What needs to be done: Please transcribe every record below exactly, leaving out the pictures.

Records from a data source:
****

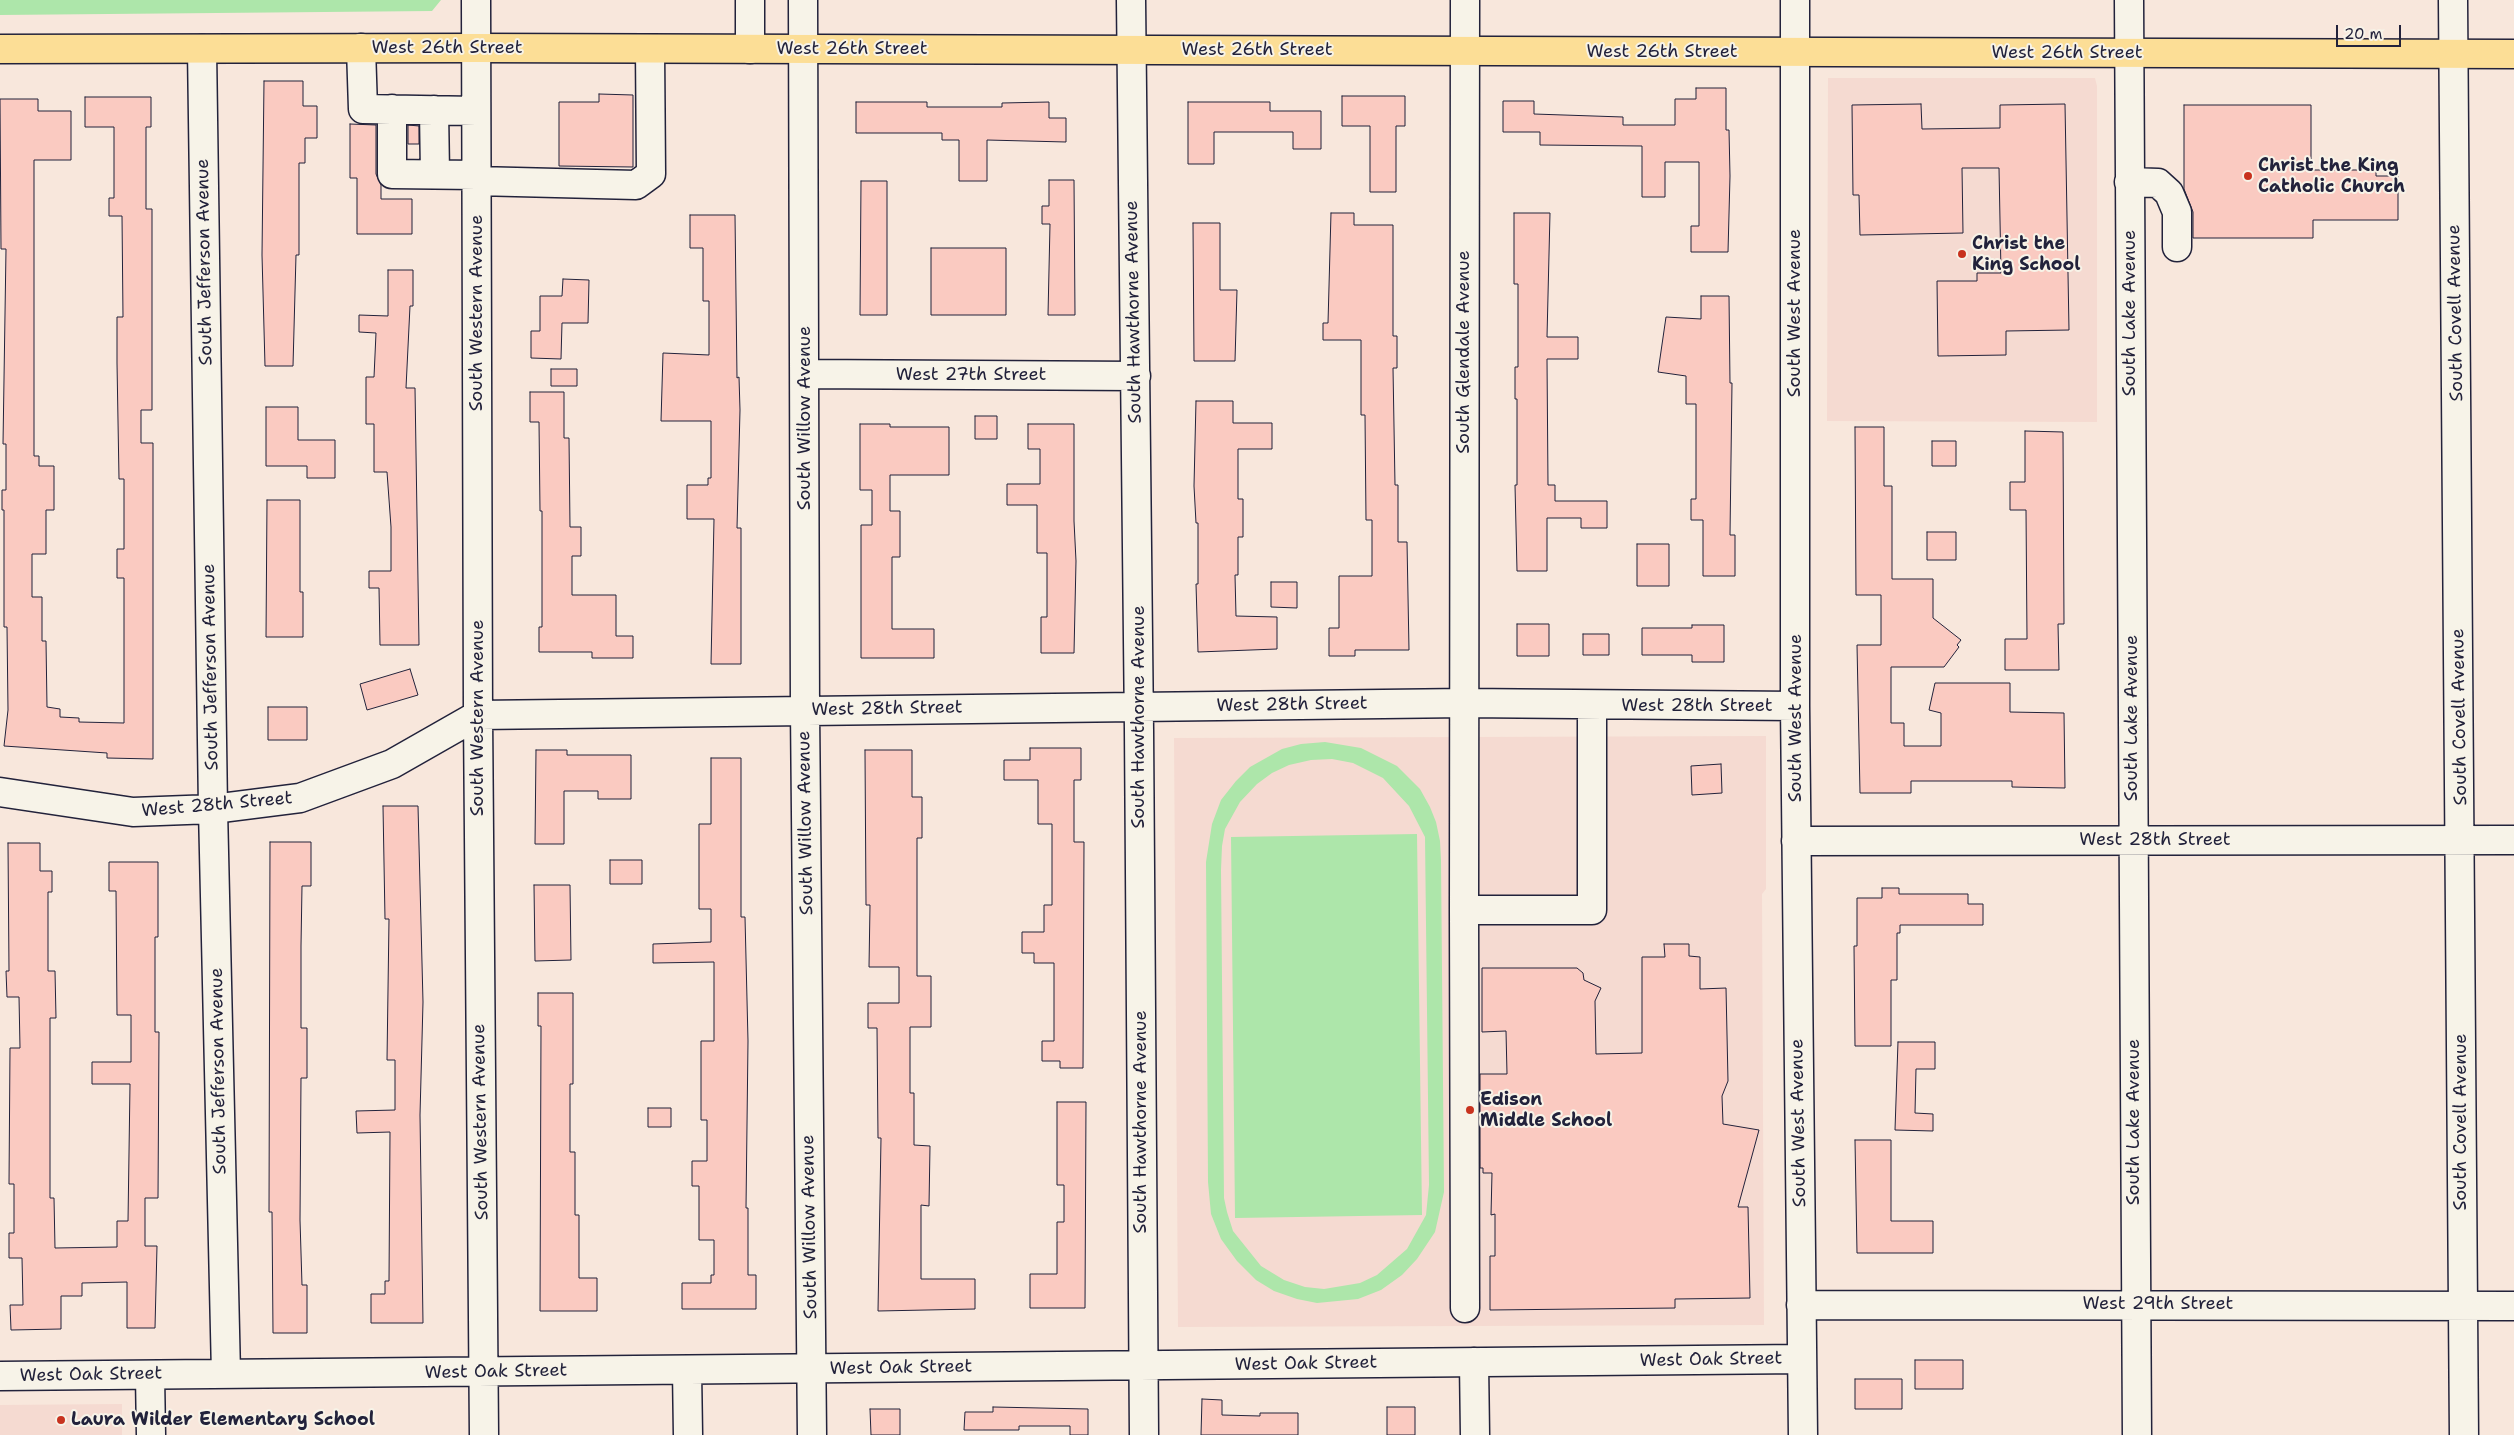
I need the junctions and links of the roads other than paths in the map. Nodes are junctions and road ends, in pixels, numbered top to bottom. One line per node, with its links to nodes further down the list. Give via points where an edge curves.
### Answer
1 (476, 0): 10 (street, South Western Avenue)
2 (750, 0): 14 (street)
3 (803, 0): 15 (street, South Willow Avenue)
4 (1131, 0): 16 (street, South Hawthorne Avenue)
5 (1465, 0): 17 (street, South Glendale Avenue)
6 (1795, 0): 18 (street, South West Avenue)
7 (2129, 0): 19 (street, South Lake Avenue)
8 (2453, 0): 20 (street, South Covell Avenue)
9 (361, 48): 10 (main road, West 26th Street); 12 (main road, West 26th Street); 22 (street, via 363,109)
10 (476, 48): 13 (main road, West 26th Street); 24 (street, South Western Avenue)
11 (0, 49): 12 (main road, West 26th Street)
12 (202, 49): 38 (street, South Jefferson Avenue)
13 (650, 49): 14 (main road, West 26th Street); 26 (street, via 651,174 636,185)
14 (750, 49): 15 (main road, West 26th Street)
15 (802, 49): 16 (main road, West 26th Street); 29 (street, South Willow Avenue)
16 (1130, 50): 17 (main road, West 26th Street); 30 (street, South Hawthorne Avenue)
17 (1464, 51): 18 (main road, West 26th Street); 31 (street, South Glendale Avenue)
18 (1795, 52): 19 (main road, West 26th Street); 34 (street, South West Avenue)
19 (2129, 53): 20 (main road, West 26th Street); 27 (street, South Lake Avenue)
20 (2453, 54): 21 (main road, West 26th Street); 40 (street, South Covell Avenue)
21 (2514, 54)
22 (392, 109): 23 (street); 25 (street, via 392,174)
23 (434, 110): 24 (street); 25 (street)
24 (476, 111): 26 (street, South Western Avenue)
25 (435, 174): 26 (street)
26 (476, 178): 36 (street, South Western Avenue)
27 (2129, 182): 28 (street, via 2158,183 2170,193 2177,212); 39 (street, South Lake Avenue)
28 (2177, 247)
29 (805, 374): 30 (street, West 27th Street); 35 (street, South Willow Avenue)
30 (1136, 376): 33 (street, South Hawthorne Avenue)
31 (1464, 704): 32 (street, West 28th Street); 33 (street, West 28th Street); 43 (street, South Glendale Avenue)
32 (1592, 705): 34 (street, West 28th Street); 43 (street, via 1592,910)
33 (1139, 706): 35 (street, West 28th Street); 51 (street, South Hawthorne Avenue)
34 (1796, 706): 42 (street, South West Avenue)
35 (805, 710): 36 (street, West 28th Street); 52 (street, South Willow Avenue)
36 (478, 715): 38 (street, West 28th Street, via 392,764 345,783 300,798); 54 (street, South Western Avenue)
37 (0, 792): 38 (street, West 28th Street, via 133,812)
38 (214, 809): 55 (street, South Jefferson Avenue)
39 (2133, 840): 40 (street, West 28th Street); 42 (street, West 28th Street); 44 (street, South Lake Avenue)
40 (2461, 840): 41 (street, West 28th Street); 46 (street, South Covell Avenue)
41 (2514, 840)
42 (1796, 841): 45 (street, South West Avenue)
43 (1464, 910): 48 (street, South Glendale Avenue)
44 (2136, 1304): 45 (street, West 29th Street); 46 (street, West 29th Street); 65 (street, South Lake Avenue)
45 (1801, 1305): 49 (street, South West Avenue)
46 (2462, 1306): 47 (street, West 29th Street); 66 (street, South Covell Avenue)
47 (2514, 1306)
48 (1464, 1308)
49 (1802, 1360): 50 (street, West Oak Street); 64 (street, South West Avenue)
50 (1474, 1362): 51 (street, West Oak Street); 63 (street)
51 (1142, 1366): 52 (street, West Oak Street); 62 (street, South Hawthorne Avenue)
52 (811, 1368): 53 (street, West Oak Street); 61 (street, South Willow Avenue)
53 (687, 1370): 54 (street, West Oak Street); 60 (street)
54 (484, 1372): 55 (street, West Oak Street); 59 (street, South Western Avenue)
55 (226, 1374): 56 (street, West Oak Street)
56 (150, 1375): 57 (street, West Oak Street); 58 (street)
57 (0, 1376)
58 (151, 1435)
59 (484, 1435)
60 (688, 1435)
61 (812, 1435)
62 (1144, 1435)
63 (1475, 1435)
64 (1803, 1435)
65 (2137, 1435)
66 (2464, 1435)

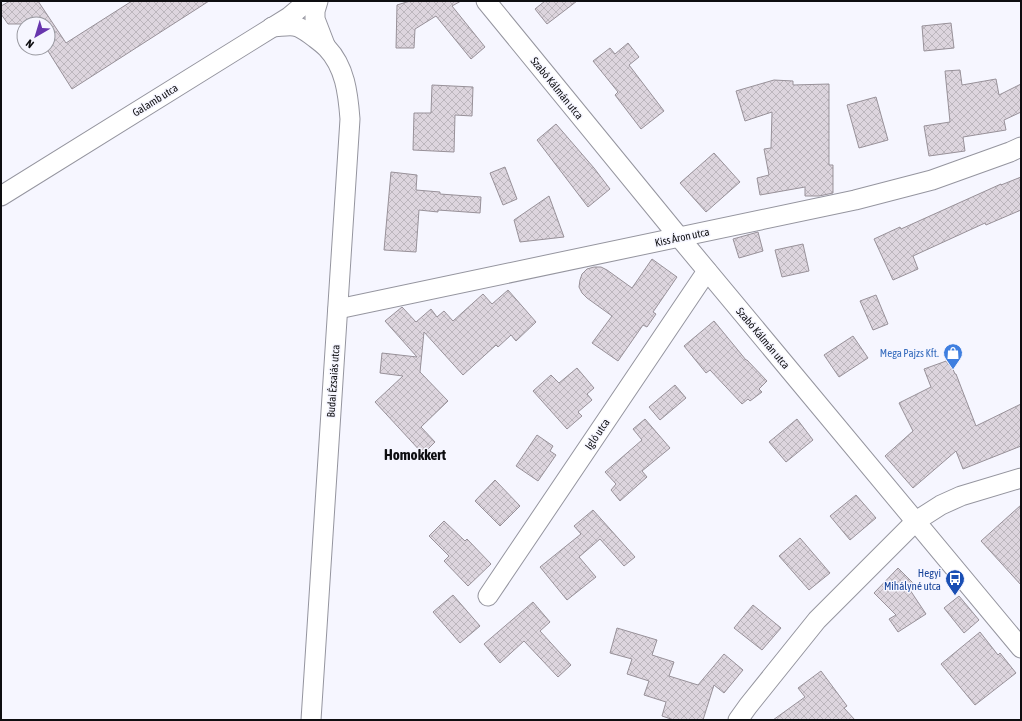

****

Task result:
I need the junctions and links of the roads other than paths in the map. Nodes are junctions and road ends, in pixels, numbered top to bottom. One line per node, with its links to nodes further down the list. Give via points where an edge curves.
### Answer
1 (476, 0): 10 (street, South Western Avenue)
2 (750, 0): 14 (street)
3 (803, 0): 15 (street, South Willow Avenue)
4 (1131, 0): 16 (street, South Hawthorne Avenue)
5 (1465, 0): 17 (street, South Glendale Avenue)
6 (1795, 0): 18 (street, South West Avenue)
7 (2129, 0): 19 (street, South Lake Avenue)
8 (2453, 0): 20 (street, South Covell Avenue)
9 (361, 48): 10 (main road, West 26th Street); 12 (main road, West 26th Street); 22 (street, via 363,109)
10 (476, 48): 13 (main road, West 26th Street); 24 (street, South Western Avenue)
11 (0, 49): 12 (main road, West 26th Street)
12 (202, 49): 38 (street, South Jefferson Avenue)
13 (650, 49): 14 (main road, West 26th Street); 26 (street, via 651,174 636,185)
14 (750, 49): 15 (main road, West 26th Street)
15 (802, 49): 16 (main road, West 26th Street); 29 (street, South Willow Avenue)
16 (1130, 50): 17 (main road, West 26th Street); 30 (street, South Hawthorne Avenue)
17 (1464, 51): 18 (main road, West 26th Street); 31 (street, South Glendale Avenue)
18 (1795, 52): 19 (main road, West 26th Street); 34 (street, South West Avenue)
19 (2129, 53): 20 (main road, West 26th Street); 27 (street, South Lake Avenue)
20 (2453, 54): 21 (main road, West 26th Street); 40 (street, South Covell Avenue)
21 (2514, 54)
22 (392, 109): 23 (street); 25 (street, via 392,174)
23 (434, 110): 24 (street); 25 (street)
24 (476, 111): 26 (street, South Western Avenue)
25 (435, 174): 26 (street)
26 (476, 178): 36 (street, South Western Avenue)
27 (2129, 182): 28 (street, via 2158,183 2170,193 2177,212); 39 (street, South Lake Avenue)
28 (2177, 247)
29 (805, 374): 30 (street, West 27th Street); 35 (street, South Willow Avenue)
30 (1136, 376): 33 (street, South Hawthorne Avenue)
31 (1464, 704): 32 (street, West 28th Street); 33 (street, West 28th Street); 43 (street, South Glendale Avenue)
32 (1592, 705): 34 (street, West 28th Street); 43 (street, via 1592,910)
33 (1139, 706): 35 (street, West 28th Street); 51 (street, South Hawthorne Avenue)
34 (1796, 706): 42 (street, South West Avenue)
35 (805, 710): 36 (street, West 28th Street); 52 (street, South Willow Avenue)
36 (478, 715): 38 (street, West 28th Street, via 392,764 345,783 300,798); 54 (street, South Western Avenue)
37 (0, 792): 38 (street, West 28th Street, via 133,812)
38 (214, 809): 55 (street, South Jefferson Avenue)
39 (2133, 840): 40 (street, West 28th Street); 42 (street, West 28th Street); 44 (street, South Lake Avenue)
40 (2461, 840): 41 (street, West 28th Street); 46 (street, South Covell Avenue)
41 (2514, 840)
42 (1796, 841): 45 (street, South West Avenue)
43 (1464, 910): 48 (street, South Glendale Avenue)
44 (2136, 1304): 45 (street, West 29th Street); 46 (street, West 29th Street); 65 (street, South Lake Avenue)
45 (1801, 1305): 49 (street, South West Avenue)
46 (2462, 1306): 47 (street, West 29th Street); 66 (street, South Covell Avenue)
47 (2514, 1306)
48 (1464, 1308)
49 (1802, 1360): 50 (street, West Oak Street); 64 (street, South West Avenue)
50 (1474, 1362): 51 (street, West Oak Street); 63 (street)
51 (1142, 1366): 52 (street, West Oak Street); 62 (street, South Hawthorne Avenue)
52 (811, 1368): 53 (street, West Oak Street); 61 (street, South Willow Avenue)
53 (687, 1370): 54 (street, West Oak Street); 60 (street)
54 (484, 1372): 55 (street, West Oak Street); 59 (street, South Western Avenue)
55 (226, 1374): 56 (street, West Oak Street)
56 (150, 1375): 57 (street, West Oak Street); 58 (street)
57 (0, 1376)
58 (151, 1435)
59 (484, 1435)
60 (688, 1435)
61 (812, 1435)
62 (1144, 1435)
63 (1475, 1435)
64 (1803, 1435)
65 (2137, 1435)
66 (2464, 1435)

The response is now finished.